- What you need to do -
Among the entries below, find every line that contains the string "place", then copy it.

((

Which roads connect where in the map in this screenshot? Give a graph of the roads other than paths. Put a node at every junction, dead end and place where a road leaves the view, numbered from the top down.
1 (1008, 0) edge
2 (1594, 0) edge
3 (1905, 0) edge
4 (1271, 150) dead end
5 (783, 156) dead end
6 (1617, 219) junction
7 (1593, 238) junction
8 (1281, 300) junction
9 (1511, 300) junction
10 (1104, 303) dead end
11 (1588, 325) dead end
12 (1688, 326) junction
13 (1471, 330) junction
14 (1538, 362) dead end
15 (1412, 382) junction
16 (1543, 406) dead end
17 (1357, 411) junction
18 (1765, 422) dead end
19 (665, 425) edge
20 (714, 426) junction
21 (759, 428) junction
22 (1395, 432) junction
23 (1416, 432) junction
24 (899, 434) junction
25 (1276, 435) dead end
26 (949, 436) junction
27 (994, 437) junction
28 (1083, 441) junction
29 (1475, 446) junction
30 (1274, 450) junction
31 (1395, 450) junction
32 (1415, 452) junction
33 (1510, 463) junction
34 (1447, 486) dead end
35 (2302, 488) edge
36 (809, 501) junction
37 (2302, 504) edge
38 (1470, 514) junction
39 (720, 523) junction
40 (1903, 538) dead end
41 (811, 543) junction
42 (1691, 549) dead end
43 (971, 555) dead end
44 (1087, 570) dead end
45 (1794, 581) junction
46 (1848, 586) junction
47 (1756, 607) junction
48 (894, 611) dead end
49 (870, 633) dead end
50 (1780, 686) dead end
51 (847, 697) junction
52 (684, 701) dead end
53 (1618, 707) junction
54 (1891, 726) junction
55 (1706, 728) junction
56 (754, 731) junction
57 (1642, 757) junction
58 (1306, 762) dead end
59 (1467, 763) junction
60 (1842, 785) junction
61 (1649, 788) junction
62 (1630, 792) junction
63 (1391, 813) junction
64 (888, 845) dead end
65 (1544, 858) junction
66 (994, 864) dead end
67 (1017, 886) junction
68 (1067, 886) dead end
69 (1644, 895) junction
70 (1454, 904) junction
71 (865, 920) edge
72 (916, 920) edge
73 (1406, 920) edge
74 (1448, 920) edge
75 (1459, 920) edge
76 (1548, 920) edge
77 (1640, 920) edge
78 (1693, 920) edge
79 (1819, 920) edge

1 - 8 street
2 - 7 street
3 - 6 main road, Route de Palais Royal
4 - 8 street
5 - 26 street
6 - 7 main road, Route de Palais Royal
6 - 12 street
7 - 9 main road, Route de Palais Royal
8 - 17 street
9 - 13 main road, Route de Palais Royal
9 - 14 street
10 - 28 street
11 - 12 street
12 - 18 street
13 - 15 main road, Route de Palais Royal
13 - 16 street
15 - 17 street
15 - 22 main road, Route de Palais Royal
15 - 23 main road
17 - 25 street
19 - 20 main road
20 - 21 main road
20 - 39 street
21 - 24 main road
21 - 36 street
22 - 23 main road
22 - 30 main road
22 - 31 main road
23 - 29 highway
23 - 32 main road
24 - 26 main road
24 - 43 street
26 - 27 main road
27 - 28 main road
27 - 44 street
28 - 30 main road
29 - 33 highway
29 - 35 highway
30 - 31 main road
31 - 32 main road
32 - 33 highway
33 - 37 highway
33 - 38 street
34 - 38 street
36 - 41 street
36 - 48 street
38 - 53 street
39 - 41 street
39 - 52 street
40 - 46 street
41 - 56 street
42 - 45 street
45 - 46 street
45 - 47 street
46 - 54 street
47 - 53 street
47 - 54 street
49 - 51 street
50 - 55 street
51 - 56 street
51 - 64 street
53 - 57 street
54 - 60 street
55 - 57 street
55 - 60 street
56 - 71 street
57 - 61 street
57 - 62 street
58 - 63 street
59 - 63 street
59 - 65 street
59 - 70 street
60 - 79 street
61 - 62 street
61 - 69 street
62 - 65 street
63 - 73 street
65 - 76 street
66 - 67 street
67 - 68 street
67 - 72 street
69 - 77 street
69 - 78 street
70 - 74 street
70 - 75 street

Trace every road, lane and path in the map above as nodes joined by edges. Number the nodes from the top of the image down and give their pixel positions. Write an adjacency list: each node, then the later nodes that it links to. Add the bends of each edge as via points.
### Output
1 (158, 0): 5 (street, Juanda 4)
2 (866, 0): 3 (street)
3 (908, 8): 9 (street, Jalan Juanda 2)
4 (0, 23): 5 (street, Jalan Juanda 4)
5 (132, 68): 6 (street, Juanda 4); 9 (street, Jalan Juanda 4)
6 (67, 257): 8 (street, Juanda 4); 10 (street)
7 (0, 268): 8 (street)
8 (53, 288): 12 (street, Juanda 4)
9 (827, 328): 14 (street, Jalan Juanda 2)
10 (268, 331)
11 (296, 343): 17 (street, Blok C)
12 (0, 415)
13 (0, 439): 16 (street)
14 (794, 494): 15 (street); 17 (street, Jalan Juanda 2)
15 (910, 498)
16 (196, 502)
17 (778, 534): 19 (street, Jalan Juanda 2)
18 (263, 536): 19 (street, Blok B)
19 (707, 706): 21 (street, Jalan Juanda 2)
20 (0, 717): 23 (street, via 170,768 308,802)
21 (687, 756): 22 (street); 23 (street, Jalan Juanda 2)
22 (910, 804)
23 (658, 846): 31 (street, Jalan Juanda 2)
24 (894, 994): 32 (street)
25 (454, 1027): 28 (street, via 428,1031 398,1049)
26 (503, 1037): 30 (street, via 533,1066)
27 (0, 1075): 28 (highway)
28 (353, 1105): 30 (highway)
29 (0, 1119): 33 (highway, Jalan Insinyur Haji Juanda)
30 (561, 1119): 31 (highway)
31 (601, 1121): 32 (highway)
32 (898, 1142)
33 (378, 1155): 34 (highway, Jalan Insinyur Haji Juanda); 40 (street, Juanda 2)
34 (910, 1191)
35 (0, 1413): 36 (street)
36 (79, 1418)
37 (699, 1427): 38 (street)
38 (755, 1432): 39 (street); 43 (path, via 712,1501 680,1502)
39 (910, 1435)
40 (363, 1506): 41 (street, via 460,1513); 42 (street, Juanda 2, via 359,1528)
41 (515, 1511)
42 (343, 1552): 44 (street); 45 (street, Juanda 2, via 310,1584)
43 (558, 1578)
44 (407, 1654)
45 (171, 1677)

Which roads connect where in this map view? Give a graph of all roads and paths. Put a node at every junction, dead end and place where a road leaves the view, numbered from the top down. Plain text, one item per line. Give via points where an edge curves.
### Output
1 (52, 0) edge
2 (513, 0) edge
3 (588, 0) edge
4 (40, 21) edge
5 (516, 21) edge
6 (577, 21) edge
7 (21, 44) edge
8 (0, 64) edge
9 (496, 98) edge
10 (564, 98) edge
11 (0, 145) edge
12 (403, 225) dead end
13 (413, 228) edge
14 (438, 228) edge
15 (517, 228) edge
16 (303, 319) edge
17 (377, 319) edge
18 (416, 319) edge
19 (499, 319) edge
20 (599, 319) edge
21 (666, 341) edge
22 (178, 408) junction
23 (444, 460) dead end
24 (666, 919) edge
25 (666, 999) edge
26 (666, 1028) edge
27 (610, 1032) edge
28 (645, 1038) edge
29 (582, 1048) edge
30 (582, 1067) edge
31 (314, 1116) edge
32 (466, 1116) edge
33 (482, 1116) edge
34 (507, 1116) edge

))

- Expected output -
Which roads connect where in the map in this screenshot? Give a graph of the roads other than paths. Put a node at every junction, dead end and place where a road leaves the view, numbered from the top down.
Which roads connect where in this map view? Give a graph of all roads and paths. Put a node at every junction, dead end and place where a road leaves the view, numbered from the top down. Plain text, one item per line. Give via points where an edge curves.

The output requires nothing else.